With clients like Qwest (NYSE:Q), Verizon (NYSE:VZ), and Procter & Gamble (NYSE:PG), the firm obviously has a compelling value proposition of sorts, but not enough to capture a more substantial portion of these firms' massive advertising budgets. To me, this shows the clear delineation between the "haves" -- the larger advertising firms like Omnicom Group (NYSE:OMC) and WPP Group (NASDAQ:WPPGY), which can present a one-stop solution for clients -- and the "have not's" like Alloy.

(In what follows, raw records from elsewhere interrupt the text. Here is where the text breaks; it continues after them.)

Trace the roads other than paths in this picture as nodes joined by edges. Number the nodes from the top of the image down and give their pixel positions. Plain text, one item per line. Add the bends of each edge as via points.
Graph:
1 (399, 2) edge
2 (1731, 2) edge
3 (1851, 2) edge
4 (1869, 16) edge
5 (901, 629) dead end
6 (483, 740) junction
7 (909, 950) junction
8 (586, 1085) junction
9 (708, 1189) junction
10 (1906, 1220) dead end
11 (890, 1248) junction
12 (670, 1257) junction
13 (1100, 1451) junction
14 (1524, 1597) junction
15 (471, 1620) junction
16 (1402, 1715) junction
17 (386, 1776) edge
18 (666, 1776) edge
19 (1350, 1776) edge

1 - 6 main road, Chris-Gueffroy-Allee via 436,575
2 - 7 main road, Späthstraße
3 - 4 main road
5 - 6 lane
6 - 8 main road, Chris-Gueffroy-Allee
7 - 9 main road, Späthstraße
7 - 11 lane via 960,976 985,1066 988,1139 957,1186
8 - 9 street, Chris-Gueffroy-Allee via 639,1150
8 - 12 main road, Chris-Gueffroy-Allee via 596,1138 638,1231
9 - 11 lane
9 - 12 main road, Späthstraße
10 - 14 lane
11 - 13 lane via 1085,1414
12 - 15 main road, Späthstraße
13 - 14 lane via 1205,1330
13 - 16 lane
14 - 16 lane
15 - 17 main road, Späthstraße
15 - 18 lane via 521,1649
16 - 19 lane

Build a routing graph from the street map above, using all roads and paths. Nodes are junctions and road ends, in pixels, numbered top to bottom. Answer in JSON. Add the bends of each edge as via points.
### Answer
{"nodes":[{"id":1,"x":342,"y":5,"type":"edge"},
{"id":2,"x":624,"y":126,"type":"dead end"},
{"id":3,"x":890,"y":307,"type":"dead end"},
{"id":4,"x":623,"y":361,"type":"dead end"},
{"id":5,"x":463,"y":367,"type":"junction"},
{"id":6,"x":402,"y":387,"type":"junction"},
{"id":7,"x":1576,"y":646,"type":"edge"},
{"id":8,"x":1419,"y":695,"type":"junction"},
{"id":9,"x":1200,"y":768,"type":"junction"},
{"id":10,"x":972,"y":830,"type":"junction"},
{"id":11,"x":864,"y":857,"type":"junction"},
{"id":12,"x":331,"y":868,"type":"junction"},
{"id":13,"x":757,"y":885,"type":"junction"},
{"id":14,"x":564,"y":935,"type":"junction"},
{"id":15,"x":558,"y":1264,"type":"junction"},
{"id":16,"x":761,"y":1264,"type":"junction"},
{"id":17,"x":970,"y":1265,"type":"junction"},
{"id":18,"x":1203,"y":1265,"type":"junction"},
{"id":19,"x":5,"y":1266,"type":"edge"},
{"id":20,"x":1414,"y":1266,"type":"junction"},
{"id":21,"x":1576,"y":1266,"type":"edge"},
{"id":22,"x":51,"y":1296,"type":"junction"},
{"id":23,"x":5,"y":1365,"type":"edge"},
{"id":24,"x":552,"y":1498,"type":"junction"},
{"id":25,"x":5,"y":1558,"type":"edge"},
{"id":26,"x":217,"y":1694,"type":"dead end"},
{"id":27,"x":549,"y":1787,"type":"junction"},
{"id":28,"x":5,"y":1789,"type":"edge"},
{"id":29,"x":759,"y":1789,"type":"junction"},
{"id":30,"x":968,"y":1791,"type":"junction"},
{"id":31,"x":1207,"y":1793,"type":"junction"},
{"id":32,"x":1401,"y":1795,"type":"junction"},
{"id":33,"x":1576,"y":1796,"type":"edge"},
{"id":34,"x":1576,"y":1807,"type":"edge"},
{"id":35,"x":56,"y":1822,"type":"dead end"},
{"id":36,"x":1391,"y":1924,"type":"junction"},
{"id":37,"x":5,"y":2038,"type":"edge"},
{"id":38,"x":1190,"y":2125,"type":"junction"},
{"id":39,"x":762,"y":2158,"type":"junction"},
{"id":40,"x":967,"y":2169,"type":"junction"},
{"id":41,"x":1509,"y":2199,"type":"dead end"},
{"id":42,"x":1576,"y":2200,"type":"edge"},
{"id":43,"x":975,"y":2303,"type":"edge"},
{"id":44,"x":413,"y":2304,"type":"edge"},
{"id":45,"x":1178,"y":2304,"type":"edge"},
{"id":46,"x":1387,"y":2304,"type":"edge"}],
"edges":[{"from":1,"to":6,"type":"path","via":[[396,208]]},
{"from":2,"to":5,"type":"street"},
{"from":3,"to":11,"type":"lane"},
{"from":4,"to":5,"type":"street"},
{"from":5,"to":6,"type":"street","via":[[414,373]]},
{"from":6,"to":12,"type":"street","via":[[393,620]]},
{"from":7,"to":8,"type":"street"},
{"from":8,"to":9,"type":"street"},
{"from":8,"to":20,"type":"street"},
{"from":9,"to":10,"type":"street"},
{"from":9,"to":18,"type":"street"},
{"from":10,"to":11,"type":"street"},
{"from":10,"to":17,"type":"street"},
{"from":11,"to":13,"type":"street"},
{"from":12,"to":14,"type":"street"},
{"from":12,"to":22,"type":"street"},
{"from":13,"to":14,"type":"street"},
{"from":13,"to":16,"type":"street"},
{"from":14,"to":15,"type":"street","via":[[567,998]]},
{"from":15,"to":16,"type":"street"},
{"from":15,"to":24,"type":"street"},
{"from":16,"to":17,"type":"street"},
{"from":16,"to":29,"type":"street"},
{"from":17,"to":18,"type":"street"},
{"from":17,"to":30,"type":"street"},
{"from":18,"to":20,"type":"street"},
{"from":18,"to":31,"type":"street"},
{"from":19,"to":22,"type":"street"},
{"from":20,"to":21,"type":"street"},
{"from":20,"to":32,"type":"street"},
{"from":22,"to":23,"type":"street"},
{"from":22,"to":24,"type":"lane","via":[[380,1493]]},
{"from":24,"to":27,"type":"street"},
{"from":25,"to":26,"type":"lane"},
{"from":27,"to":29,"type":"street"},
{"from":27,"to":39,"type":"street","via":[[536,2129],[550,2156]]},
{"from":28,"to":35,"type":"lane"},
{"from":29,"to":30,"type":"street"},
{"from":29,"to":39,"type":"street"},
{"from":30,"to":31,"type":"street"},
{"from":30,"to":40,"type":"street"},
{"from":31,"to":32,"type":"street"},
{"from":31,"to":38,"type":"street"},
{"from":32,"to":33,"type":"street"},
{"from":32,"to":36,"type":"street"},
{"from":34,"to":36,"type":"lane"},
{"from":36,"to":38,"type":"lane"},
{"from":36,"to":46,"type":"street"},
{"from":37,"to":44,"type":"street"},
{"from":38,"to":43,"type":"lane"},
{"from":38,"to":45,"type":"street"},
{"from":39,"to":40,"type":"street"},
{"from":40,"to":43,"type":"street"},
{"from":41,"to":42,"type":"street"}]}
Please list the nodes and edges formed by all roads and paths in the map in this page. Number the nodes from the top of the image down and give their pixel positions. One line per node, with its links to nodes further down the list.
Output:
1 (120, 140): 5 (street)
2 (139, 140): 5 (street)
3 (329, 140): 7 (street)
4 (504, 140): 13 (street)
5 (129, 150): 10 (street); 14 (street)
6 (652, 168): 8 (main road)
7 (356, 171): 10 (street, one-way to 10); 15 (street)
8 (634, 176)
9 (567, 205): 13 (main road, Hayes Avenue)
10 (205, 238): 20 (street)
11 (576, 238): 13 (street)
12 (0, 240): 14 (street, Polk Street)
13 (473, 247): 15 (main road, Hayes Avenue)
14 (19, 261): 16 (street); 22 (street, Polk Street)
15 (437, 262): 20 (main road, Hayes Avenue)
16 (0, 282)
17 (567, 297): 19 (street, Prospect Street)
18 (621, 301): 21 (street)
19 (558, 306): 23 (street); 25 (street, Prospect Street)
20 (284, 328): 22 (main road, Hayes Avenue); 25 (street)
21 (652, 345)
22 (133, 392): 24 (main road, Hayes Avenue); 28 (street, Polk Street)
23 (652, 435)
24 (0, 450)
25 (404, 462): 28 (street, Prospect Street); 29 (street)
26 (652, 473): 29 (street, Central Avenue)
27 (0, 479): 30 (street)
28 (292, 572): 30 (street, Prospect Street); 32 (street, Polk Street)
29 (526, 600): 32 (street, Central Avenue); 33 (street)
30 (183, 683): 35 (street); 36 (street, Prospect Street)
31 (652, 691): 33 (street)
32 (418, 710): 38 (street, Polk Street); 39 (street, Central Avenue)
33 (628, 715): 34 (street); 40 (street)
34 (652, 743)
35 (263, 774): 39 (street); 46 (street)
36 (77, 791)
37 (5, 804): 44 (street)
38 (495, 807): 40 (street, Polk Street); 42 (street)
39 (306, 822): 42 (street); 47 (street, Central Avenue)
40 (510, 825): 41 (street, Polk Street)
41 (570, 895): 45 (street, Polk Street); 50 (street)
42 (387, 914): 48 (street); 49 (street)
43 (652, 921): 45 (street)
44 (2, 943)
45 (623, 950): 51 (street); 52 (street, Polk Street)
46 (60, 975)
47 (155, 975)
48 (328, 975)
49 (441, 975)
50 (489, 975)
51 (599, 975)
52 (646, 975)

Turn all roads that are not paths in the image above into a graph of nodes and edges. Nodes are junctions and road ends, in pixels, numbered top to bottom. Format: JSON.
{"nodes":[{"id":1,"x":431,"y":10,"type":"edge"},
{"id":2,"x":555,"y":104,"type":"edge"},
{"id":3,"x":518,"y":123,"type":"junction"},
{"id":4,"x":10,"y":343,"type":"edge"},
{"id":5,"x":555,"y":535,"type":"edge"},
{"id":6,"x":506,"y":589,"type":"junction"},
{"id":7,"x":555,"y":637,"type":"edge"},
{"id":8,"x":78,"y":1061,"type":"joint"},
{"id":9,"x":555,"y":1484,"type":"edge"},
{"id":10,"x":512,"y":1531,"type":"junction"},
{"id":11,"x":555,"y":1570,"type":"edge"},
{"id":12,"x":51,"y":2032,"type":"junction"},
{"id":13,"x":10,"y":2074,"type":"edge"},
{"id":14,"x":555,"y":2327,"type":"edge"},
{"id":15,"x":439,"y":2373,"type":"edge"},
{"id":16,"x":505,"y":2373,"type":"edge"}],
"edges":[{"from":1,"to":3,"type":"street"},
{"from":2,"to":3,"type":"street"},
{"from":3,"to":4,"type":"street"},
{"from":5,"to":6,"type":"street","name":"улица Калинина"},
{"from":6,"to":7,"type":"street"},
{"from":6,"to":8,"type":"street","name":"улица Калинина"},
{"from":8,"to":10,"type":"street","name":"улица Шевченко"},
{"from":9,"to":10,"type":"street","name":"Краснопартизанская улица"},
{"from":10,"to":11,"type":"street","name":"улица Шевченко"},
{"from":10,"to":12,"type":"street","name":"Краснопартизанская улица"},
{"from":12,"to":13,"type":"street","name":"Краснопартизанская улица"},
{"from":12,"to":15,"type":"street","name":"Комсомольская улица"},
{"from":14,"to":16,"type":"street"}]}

With weak growth forecast for next year (high single-digit growth in EBITDA), and a balance sheet that has 55% of its assets in goodwill (higher than the marketing firms mentioned above), I'm not very impressed with this company. With Alloy's incredibly poor prior acquisitions, and the latest one shaping up to be a dud as well, that goodwill is ripe for potential write-downs and further pain for shareholders. Investors would do well to steer clear of this one.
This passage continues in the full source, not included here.